If a line in the records contains the word "Nundy", count it; state the resulting number and nothing more.

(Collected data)
......
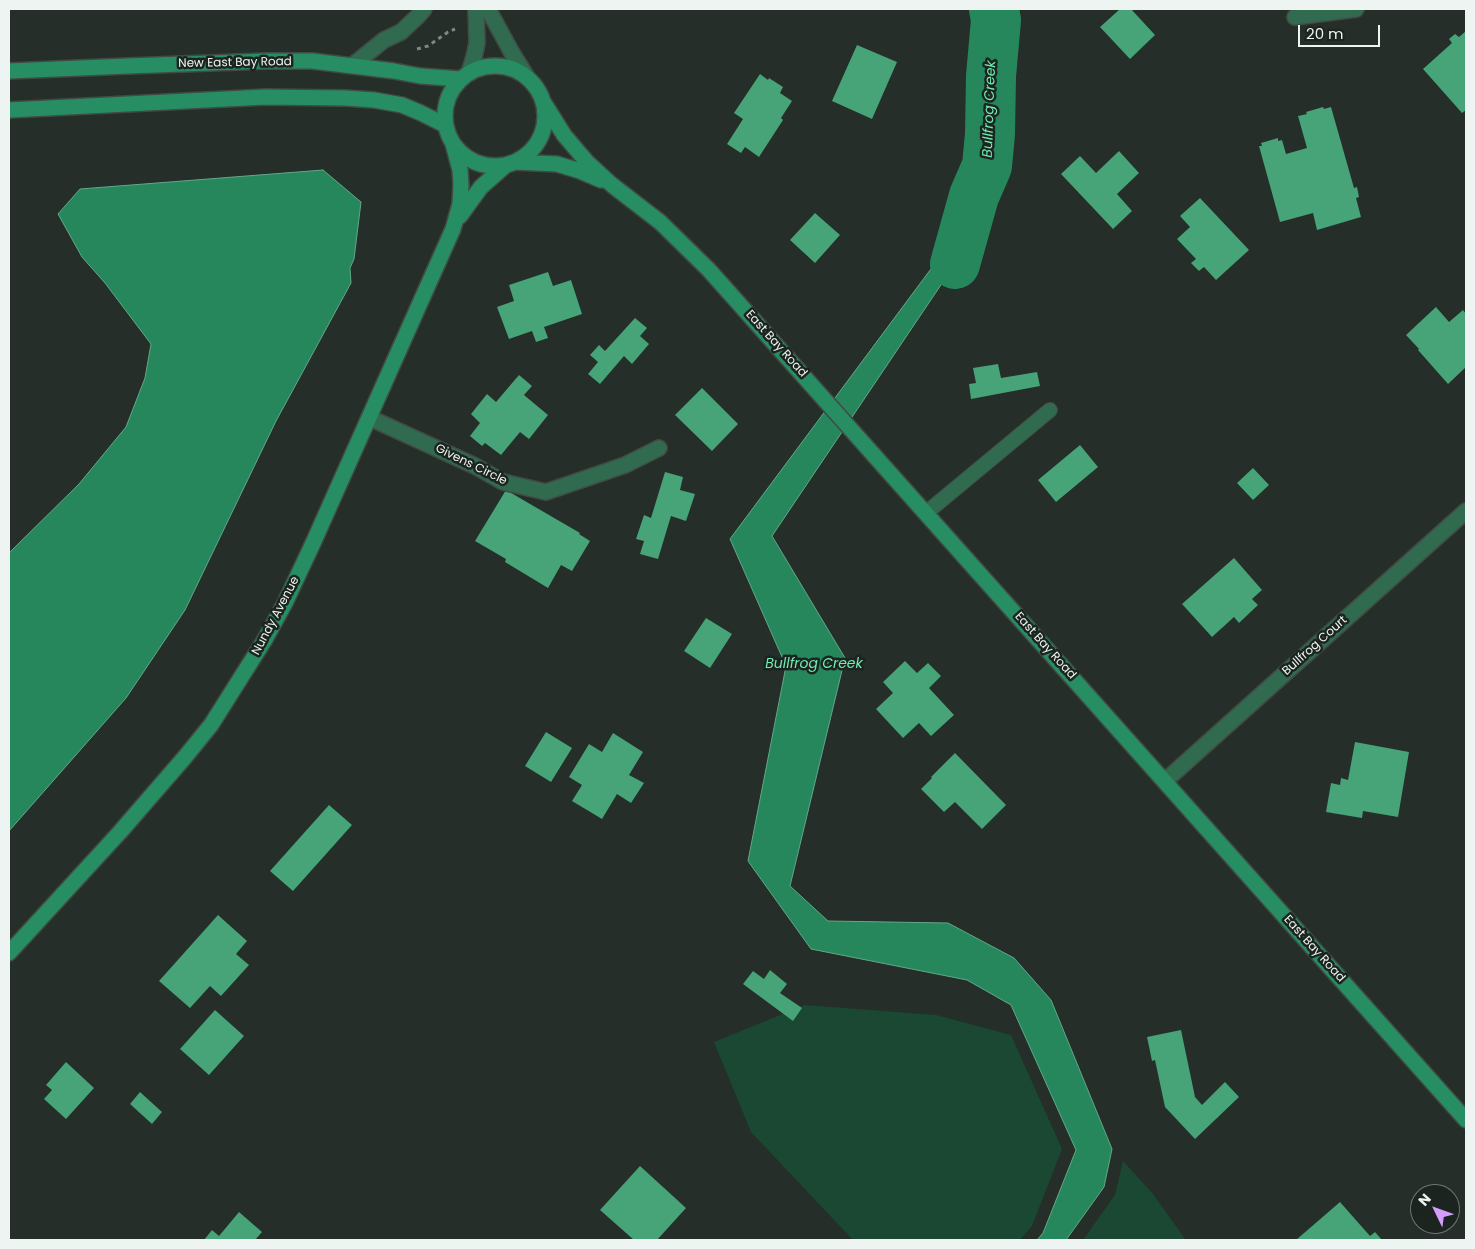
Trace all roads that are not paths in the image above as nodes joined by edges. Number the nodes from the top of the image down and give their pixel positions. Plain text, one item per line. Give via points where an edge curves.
1 (424, 9) edge
2 (476, 9) edge
3 (488, 9) edge
4 (1356, 9) edge
5 (1295, 17) dead end
6 (353, 66) junction
7 (9, 71) edge
8 (465, 76) junction
9 (527, 77) junction
10 (544, 103) junction
11 (9, 110) edge
12 (445, 125) junction
13 (453, 144) junction
14 (510, 163) junction
15 (612, 185) junction
16 (455, 224) junction
17 (1050, 410) dead end
18 (370, 418) junction
19 (659, 448) dead end
20 (1466, 512) edge
21 (926, 513) junction
22 (1165, 781) junction
23 (9, 953) edge
24 (1466, 1120) edge

1 - 6 street via 400,32 384,40
2 - 8 street via 477,43
3 - 9 street
4 - 5 street
6 - 7 street, New East Bay Road via 312,61 264,61
6 - 8 street, New East Bay Road via 420,76
8 - 9 street via 483,67 498,66 514,69
8 - 12 street via 448,98
9 - 10 street
10 - 14 street via 542,134 522,158
10 - 15 street, East Bay Road via 564,135
11 - 12 street via 265,97 345,98 402,106
12 - 13 street
13 - 14 street via 476,163 491,166
13 - 16 street, Nundy Avenue via 461,185
14 - 15 street, East Bay Road via 557,164 580,170
14 - 16 street, Nundy Avenue via 481,187
15 - 21 street, East Bay Road via 676,237 709,270
16 - 18 street, Nundy Avenue
17 - 21 lane
18 - 19 street, Givens Circle via 503,482 546,492 625,465
18 - 23 street, Nundy Avenue via 285,603 211,725 160,787
20 - 22 street, Bullfrog Court
21 - 22 street, East Bay Road
22 - 24 street, East Bay Road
......
(Answer)
4